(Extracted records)
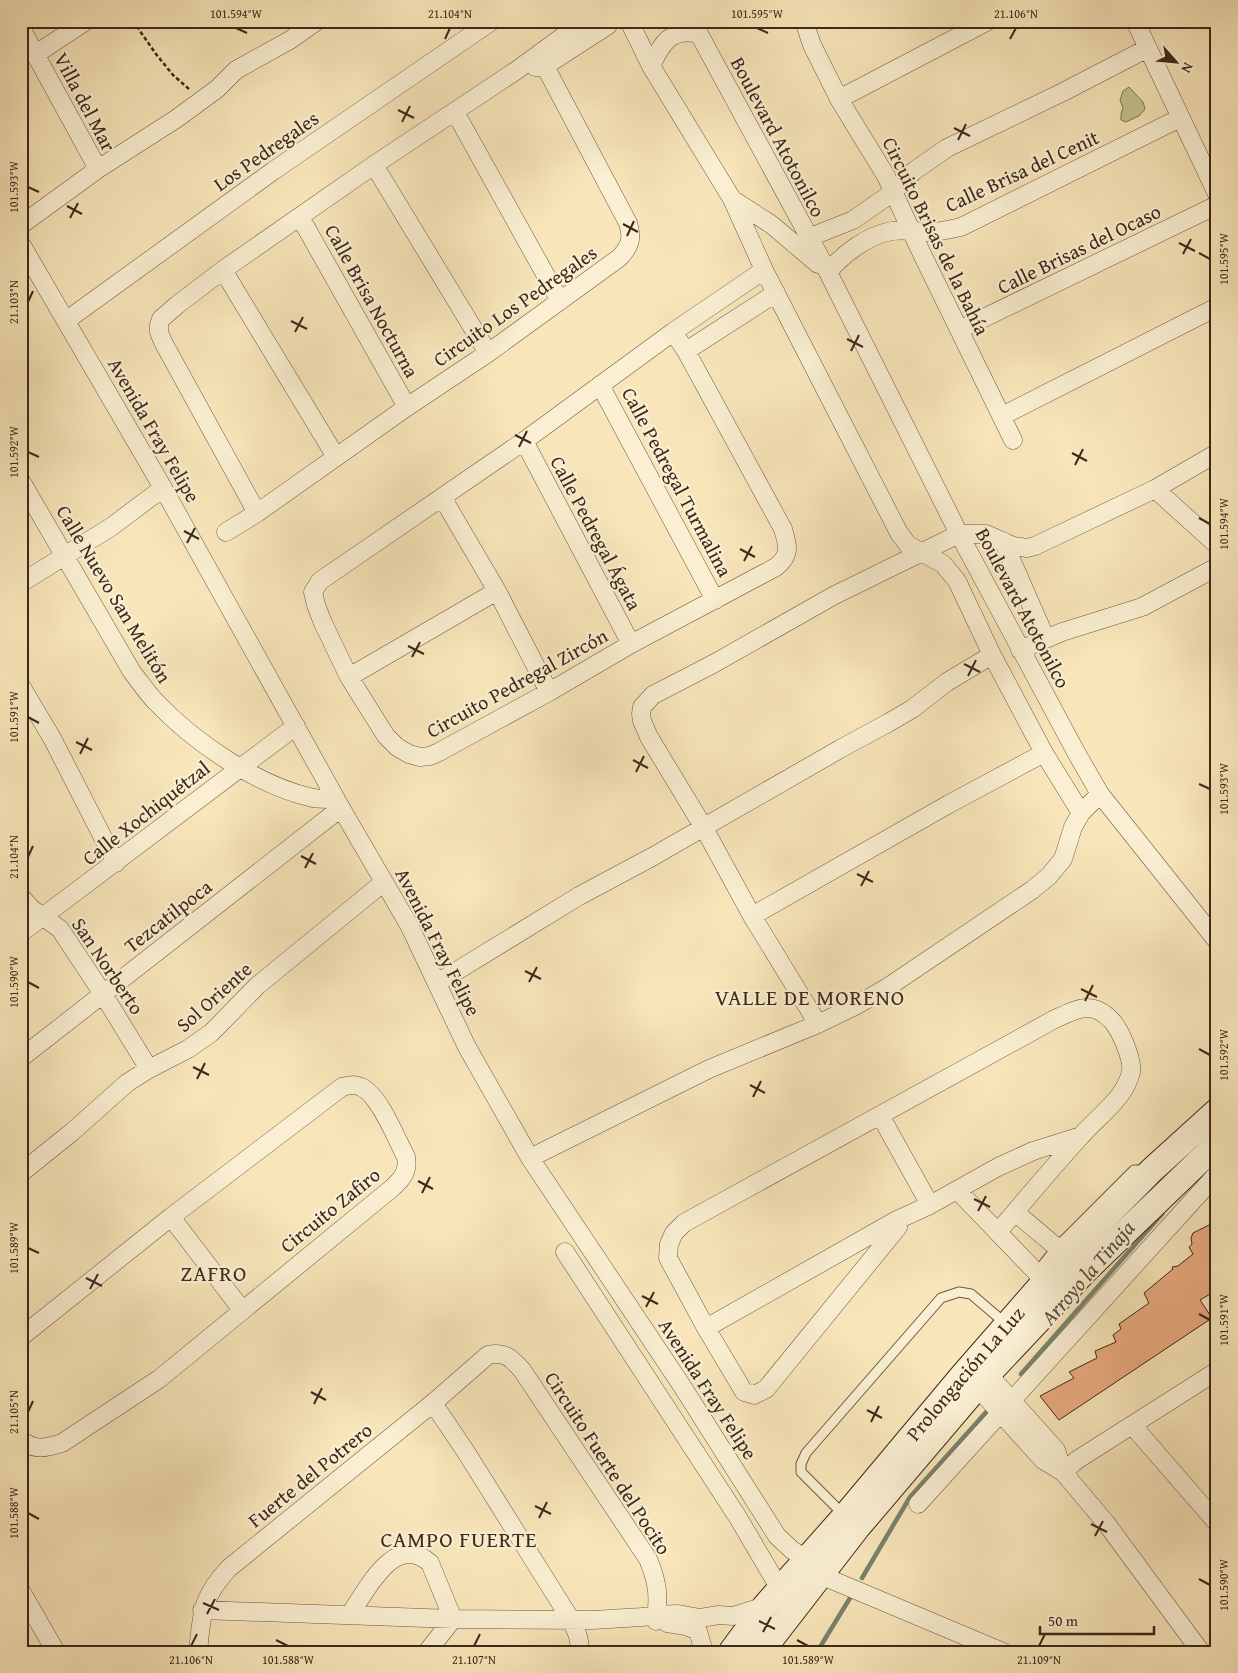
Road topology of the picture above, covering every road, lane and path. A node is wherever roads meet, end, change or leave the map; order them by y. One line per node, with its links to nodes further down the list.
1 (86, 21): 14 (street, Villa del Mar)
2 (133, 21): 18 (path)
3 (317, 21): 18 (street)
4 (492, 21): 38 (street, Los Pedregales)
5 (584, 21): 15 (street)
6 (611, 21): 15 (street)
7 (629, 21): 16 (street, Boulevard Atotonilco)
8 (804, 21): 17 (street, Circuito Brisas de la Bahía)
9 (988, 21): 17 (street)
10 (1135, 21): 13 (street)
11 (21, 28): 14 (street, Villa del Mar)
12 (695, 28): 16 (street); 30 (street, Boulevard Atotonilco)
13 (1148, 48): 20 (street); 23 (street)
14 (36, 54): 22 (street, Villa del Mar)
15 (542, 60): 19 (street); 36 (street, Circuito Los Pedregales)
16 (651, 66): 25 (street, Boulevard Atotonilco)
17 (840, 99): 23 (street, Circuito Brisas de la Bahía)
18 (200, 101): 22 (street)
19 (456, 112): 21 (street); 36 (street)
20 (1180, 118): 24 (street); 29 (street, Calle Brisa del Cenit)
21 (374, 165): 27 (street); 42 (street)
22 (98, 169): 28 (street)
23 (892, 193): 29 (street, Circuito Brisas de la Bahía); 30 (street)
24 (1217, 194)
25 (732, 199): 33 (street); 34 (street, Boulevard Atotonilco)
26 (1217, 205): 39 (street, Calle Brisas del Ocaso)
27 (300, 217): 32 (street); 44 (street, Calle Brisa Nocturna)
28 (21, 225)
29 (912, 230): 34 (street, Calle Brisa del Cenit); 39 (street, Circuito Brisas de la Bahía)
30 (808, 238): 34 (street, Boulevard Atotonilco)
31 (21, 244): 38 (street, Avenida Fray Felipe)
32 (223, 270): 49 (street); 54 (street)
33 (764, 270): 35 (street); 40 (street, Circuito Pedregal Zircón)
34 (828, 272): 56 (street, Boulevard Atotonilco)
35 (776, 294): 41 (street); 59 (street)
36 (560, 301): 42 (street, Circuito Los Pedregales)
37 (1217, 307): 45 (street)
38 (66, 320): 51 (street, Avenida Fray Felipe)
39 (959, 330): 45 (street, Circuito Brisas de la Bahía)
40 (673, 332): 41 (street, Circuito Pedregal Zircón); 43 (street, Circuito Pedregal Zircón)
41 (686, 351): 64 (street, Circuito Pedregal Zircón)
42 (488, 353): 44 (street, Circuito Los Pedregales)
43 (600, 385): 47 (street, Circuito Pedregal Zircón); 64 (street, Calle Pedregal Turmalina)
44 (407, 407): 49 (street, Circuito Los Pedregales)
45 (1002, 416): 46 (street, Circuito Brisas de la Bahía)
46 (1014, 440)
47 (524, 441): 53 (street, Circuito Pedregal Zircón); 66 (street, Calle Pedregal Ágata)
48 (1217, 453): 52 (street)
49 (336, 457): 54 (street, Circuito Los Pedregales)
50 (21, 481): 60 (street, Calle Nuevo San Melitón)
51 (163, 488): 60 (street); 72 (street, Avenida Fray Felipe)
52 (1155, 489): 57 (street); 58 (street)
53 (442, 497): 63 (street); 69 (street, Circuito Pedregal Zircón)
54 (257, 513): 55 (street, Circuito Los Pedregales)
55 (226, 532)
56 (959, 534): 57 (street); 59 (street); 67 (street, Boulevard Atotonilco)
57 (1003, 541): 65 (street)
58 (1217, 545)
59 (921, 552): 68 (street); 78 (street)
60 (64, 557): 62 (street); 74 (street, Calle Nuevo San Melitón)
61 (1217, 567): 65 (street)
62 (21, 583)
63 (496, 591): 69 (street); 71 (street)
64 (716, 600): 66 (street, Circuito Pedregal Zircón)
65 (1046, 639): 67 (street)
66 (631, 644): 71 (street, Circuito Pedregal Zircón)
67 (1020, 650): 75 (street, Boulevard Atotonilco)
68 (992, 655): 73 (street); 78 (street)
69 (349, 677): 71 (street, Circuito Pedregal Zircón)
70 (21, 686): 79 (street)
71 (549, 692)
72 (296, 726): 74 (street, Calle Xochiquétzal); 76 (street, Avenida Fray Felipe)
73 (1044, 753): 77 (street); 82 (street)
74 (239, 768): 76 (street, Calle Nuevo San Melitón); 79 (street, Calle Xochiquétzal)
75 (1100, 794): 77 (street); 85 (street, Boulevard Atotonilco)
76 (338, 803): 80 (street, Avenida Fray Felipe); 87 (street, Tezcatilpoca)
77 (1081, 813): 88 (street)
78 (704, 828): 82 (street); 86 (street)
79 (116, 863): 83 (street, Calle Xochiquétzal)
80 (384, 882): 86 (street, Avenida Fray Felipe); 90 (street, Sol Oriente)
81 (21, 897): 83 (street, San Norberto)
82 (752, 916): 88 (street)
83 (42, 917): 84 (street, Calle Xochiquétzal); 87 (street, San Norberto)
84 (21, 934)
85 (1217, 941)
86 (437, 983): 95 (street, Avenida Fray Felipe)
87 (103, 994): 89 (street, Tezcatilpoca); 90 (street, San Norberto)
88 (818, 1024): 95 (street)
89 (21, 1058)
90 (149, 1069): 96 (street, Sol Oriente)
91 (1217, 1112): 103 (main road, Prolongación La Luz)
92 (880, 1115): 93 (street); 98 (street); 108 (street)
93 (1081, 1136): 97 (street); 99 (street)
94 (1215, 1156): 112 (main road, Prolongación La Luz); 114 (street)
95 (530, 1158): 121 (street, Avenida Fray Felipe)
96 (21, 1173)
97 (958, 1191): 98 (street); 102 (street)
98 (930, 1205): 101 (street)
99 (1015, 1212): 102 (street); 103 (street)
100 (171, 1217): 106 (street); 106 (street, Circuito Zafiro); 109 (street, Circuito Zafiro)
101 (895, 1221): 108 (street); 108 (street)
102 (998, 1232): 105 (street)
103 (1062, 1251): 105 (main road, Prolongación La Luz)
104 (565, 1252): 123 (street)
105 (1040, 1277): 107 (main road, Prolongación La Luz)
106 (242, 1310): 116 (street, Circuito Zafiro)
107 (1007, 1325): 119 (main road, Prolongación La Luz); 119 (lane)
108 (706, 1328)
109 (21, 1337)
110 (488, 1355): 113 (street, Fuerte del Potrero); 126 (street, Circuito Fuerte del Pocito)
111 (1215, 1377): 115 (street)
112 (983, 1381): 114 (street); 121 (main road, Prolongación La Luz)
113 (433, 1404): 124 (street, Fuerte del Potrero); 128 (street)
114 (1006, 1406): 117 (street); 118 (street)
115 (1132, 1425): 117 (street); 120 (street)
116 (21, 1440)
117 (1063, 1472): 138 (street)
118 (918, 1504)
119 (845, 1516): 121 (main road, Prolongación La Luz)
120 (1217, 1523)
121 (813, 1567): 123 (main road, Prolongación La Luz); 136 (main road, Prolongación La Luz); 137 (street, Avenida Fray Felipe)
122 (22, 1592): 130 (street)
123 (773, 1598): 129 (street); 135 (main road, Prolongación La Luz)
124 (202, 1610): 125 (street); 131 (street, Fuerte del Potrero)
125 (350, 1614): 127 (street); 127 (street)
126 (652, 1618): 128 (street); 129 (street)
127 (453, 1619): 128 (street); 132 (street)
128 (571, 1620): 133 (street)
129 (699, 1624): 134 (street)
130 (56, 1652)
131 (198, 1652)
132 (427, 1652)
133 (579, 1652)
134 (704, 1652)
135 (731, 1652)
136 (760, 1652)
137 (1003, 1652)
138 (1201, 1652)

**What needs to be done**. Filter the data above by the word "Xochiquétzal" and copy every line that matches.

**Response to the exercise**.
72 (296, 726): 74 (street, Calle Xochiquétzal); 76 (street, Avenida Fray Felipe)
74 (239, 768): 76 (street, Calle Nuevo San Melitón); 79 (street, Calle Xochiquétzal)
79 (116, 863): 83 (street, Calle Xochiquétzal)
83 (42, 917): 84 (street, Calle Xochiquétzal); 87 (street, San Norberto)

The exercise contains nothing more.